Appropriate Dressing
Physical appearance is an important depiction of a person’s personality. But more so, it is one of the strongest indicators of attitude towards work.
You must follow the work culture in terms of dressing. If a certain work culture allows for casual dressing that’s great.
However, if you work in a setting requiring its employees to show up in formal attire, there is no escape. You can tell a lot about a person’s attitude and personality based on physical appearance. A candidate who shows up in a crumpled shirt and dirty shoes for an interview will most likely not make it through.
Steady Tone
Part of your verbal communication includes tone, sounds, volume, and pauses. These factors are called paralinguistic and are more impactful than spoken communication. Your choice of tone speaks more volume than the actual words. How you say something leaves a stronger impression than what you say.
HR interacts with potential and permanent employees regularly. Your tone, pitch, and volume matter a great deal.
Whether you conduct training sessions, recruitment drives at universities, or interviews, try staying mindful of your vocal tone. Stay polite. Answer questions patiently. During training sessions, try speaking at an appropriate pace. Take measured pauses in between and allow others to participate.
Avoid speaking in a high-pitch as it may send out a message of anger or aggression. Similarly, sighing during the conversation may indicate disagreement or boredom.
The Cultural Differences in Non-Verbal Communication
An advantage of non-verbal communication is that you can learn to interpret it over time and exercise conscious control.
However, there is a disadvantage as well.
Non-verbal communication varies across cultures. A non-verbal message such as a thumbs-up might be interpreted differently in different cultures. As an HR professional, you should educate your employees on this to ensure smooth communication.

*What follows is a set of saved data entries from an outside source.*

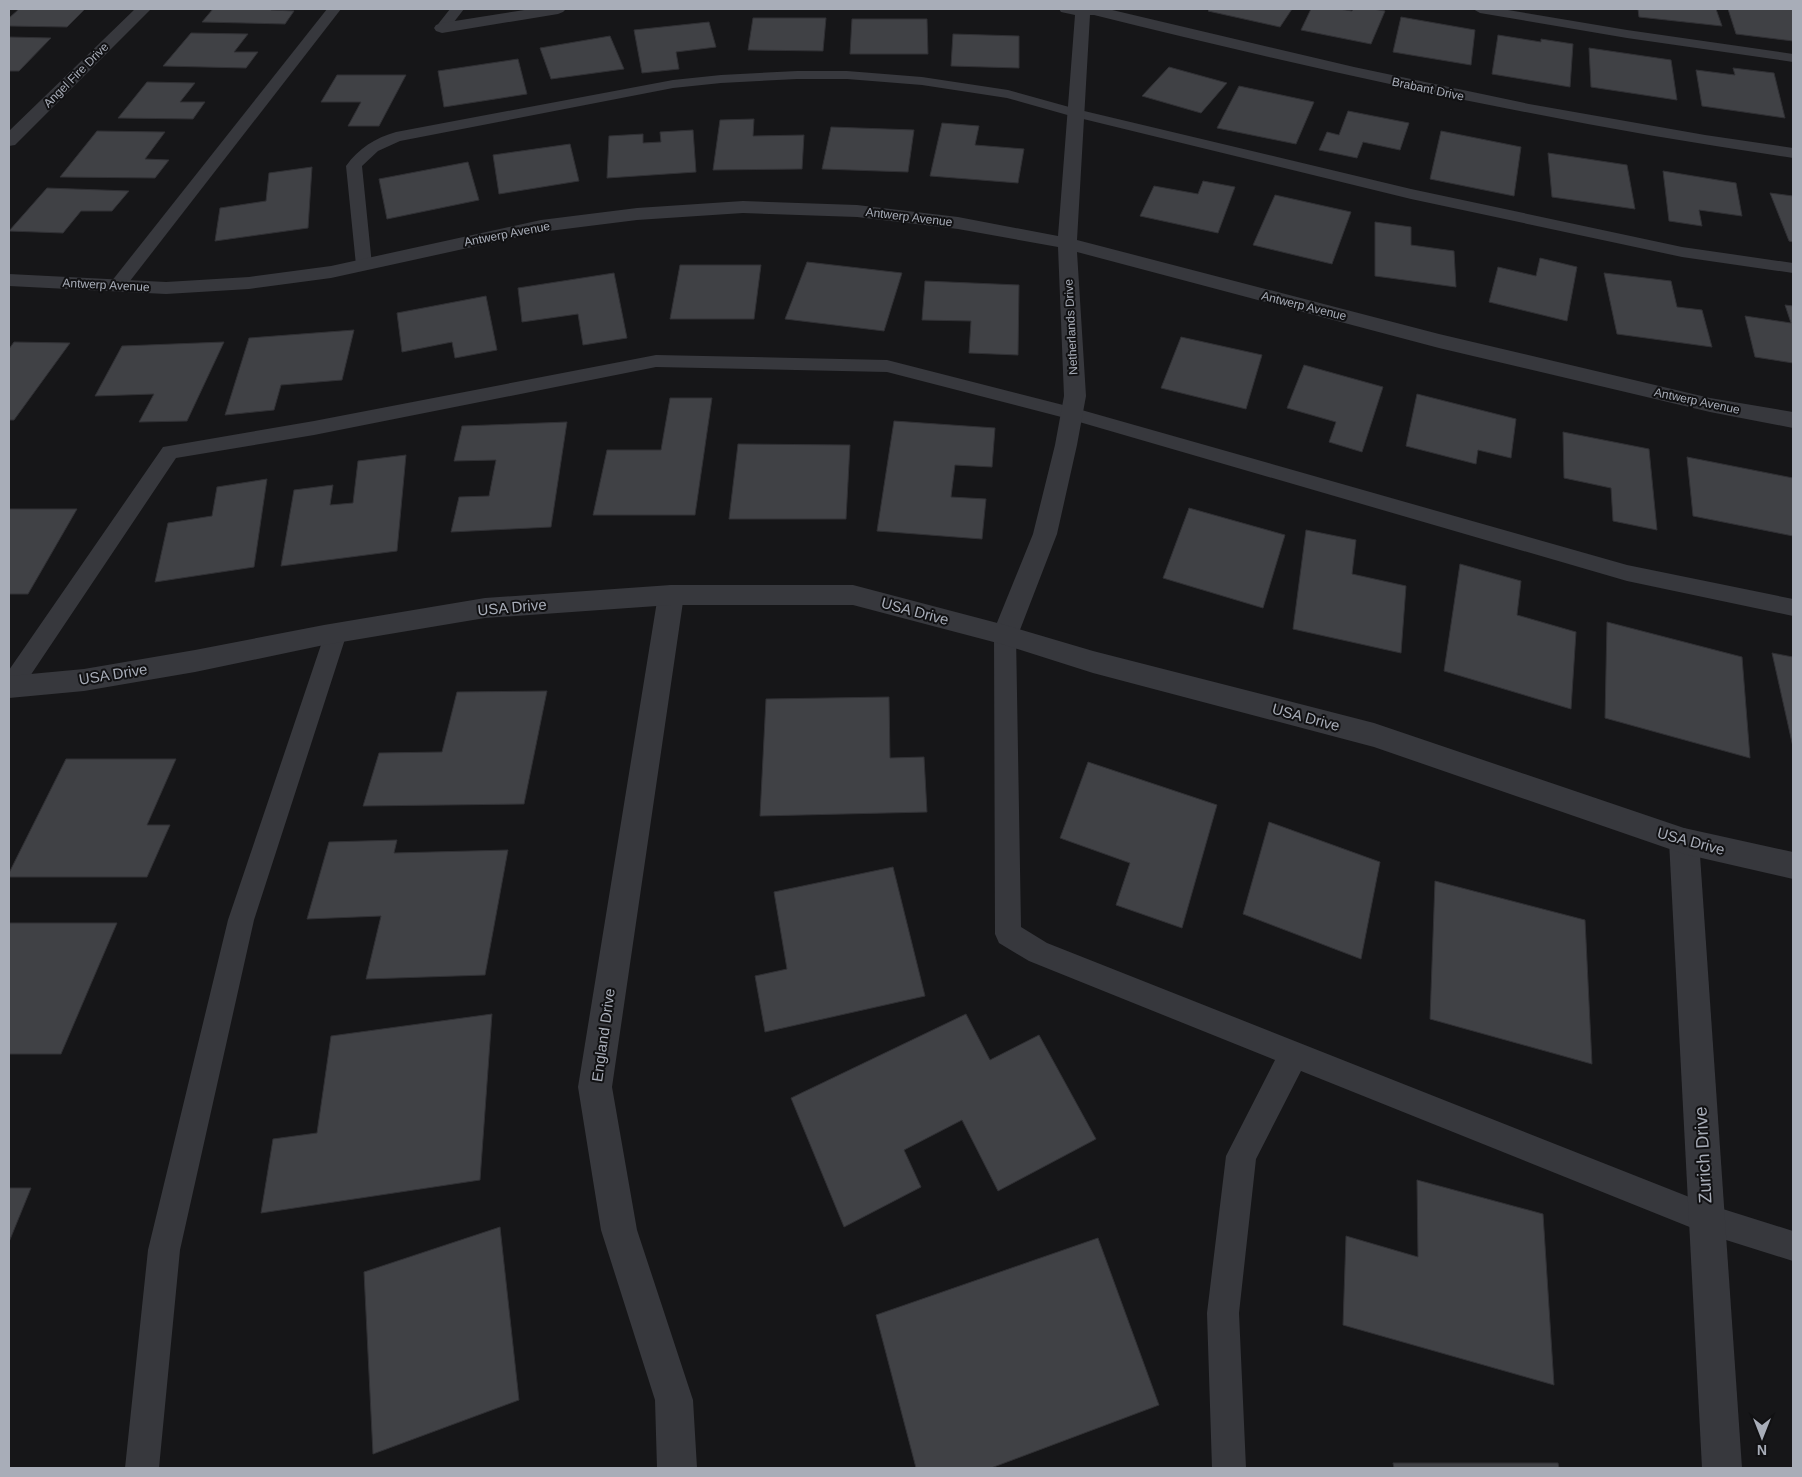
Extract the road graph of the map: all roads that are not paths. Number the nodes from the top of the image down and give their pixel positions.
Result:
1 (143, 9) edge
2 (334, 9) edge
3 (457, 9) edge
4 (558, 9) edge
5 (1480, 9) edge
6 (1078, 10) edge
7 (442, 28) joint
8 (1793, 58) edge
9 (1076, 113) junction
10 (9, 141) edge
11 (1793, 153) edge
12 (1067, 243) junction
13 (364, 265) junction
14 (1793, 268) edge
15 (9, 280) edge
16 (116, 286) junction
17 (1071, 413) junction
18 (1793, 420) edge
19 (670, 595) junction
20 (1793, 608) edge
21 (336, 633) junction
22 (1005, 635) junction
23 (9, 687) edge
24 (1684, 841) junction
25 (1793, 866) edge
26 (1294, 1054) junction
27 (1706, 1219) junction
28 (1793, 1246) edge
29 (142, 1468) edge
30 (677, 1468) edge
31 (1229, 1468) edge
32 (1722, 1468) edge

1 - 10 street, Angel Fire Drive
2 - 16 lane
3 - 7 lane
4 - 7 street
5 - 8 lane
6 - 9 street, Netherlands Drive
6 - 11 street, Brabant Drive
9 - 12 street, Netherlands Drive
9 - 13 lane
9 - 14 lane
12 - 13 street, Antwerp Avenue
12 - 17 street, Netherlands Drive
12 - 18 street, Antwerp Avenue
13 - 16 street, Antwerp Avenue
15 - 16 street, Antwerp Avenue
17 - 20 lane
17 - 22 street, Netherlands Drive
17 - 23 lane
19 - 21 street, USA Drive
19 - 22 street, USA Drive
19 - 30 street, England Drive
21 - 23 street, USA Drive
21 - 29 lane
22 - 24 street, USA Drive
22 - 26 lane
24 - 25 street, USA Drive
24 - 27 street, Zurich Drive
26 - 27 lane
26 - 31 lane
27 - 28 lane
27 - 32 street, Zurich Drive

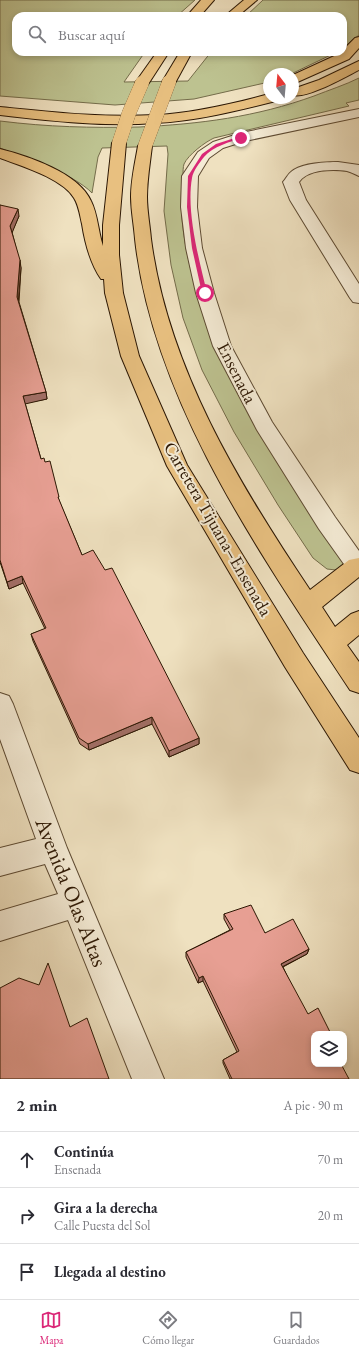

Here are a few examples of non-verbal cues that are specific to certain cultures:
- Italians tend to speak animatedly using big hand gestures at the workplace. That is how they normally work. However, it would be interpreted differently in the UK & USA, where non-verbal communication is more subtle.
- The thumbs-up gesture demonstrates approval or affirmation in many English-speaking countries. However, in countries such as Greece, Italy, or some Middle Eastern countries, it may be considered offensive.
- In western cultures, it is acceptable to make a circle with your thumb and forefinger. It means OK. But the same gesture signifies money in Japan.
- Although strong eye contact indicates confidence in the West, it can be considered rude and off-putting in Asia and the Middle East.
- In many parts of Europe, it is considered professional to greet someone with pecks on either cheek. But in the United States, this is frowned upon as too much physical contact.
- Thankfully, facial expressions for happiness, anger, and sadness are universal. But not all cultures like to express them in business settings. In certain parts of Asia like Japan always try to remain expressionless in business settings because they believe emotions can burden the opposite party.
- It isn’t enough to not slouch in some cultures. Sitting cross-legged in Japan is seen as disrespectful in the presence of elders or management.
The Final Verdict on How to Improve Non-Verbal Communication in the Workplace
Whether you are looking for an employee that matches the job description, training, and mentoring employees, or conducting recruitment drives, you need to learn to interpret non-verbal signals.
As an HR professional, you are responsible to look for employees that are the best fit for the job as well as the organization. Therefore, you must stay conscious of a candidate’s non-verbal communication.
Once you understand and learn to interpret non-verbal cues, you will be able to resolve workplace issues, build a rapport with employees and improve the overall communication flow in your organization.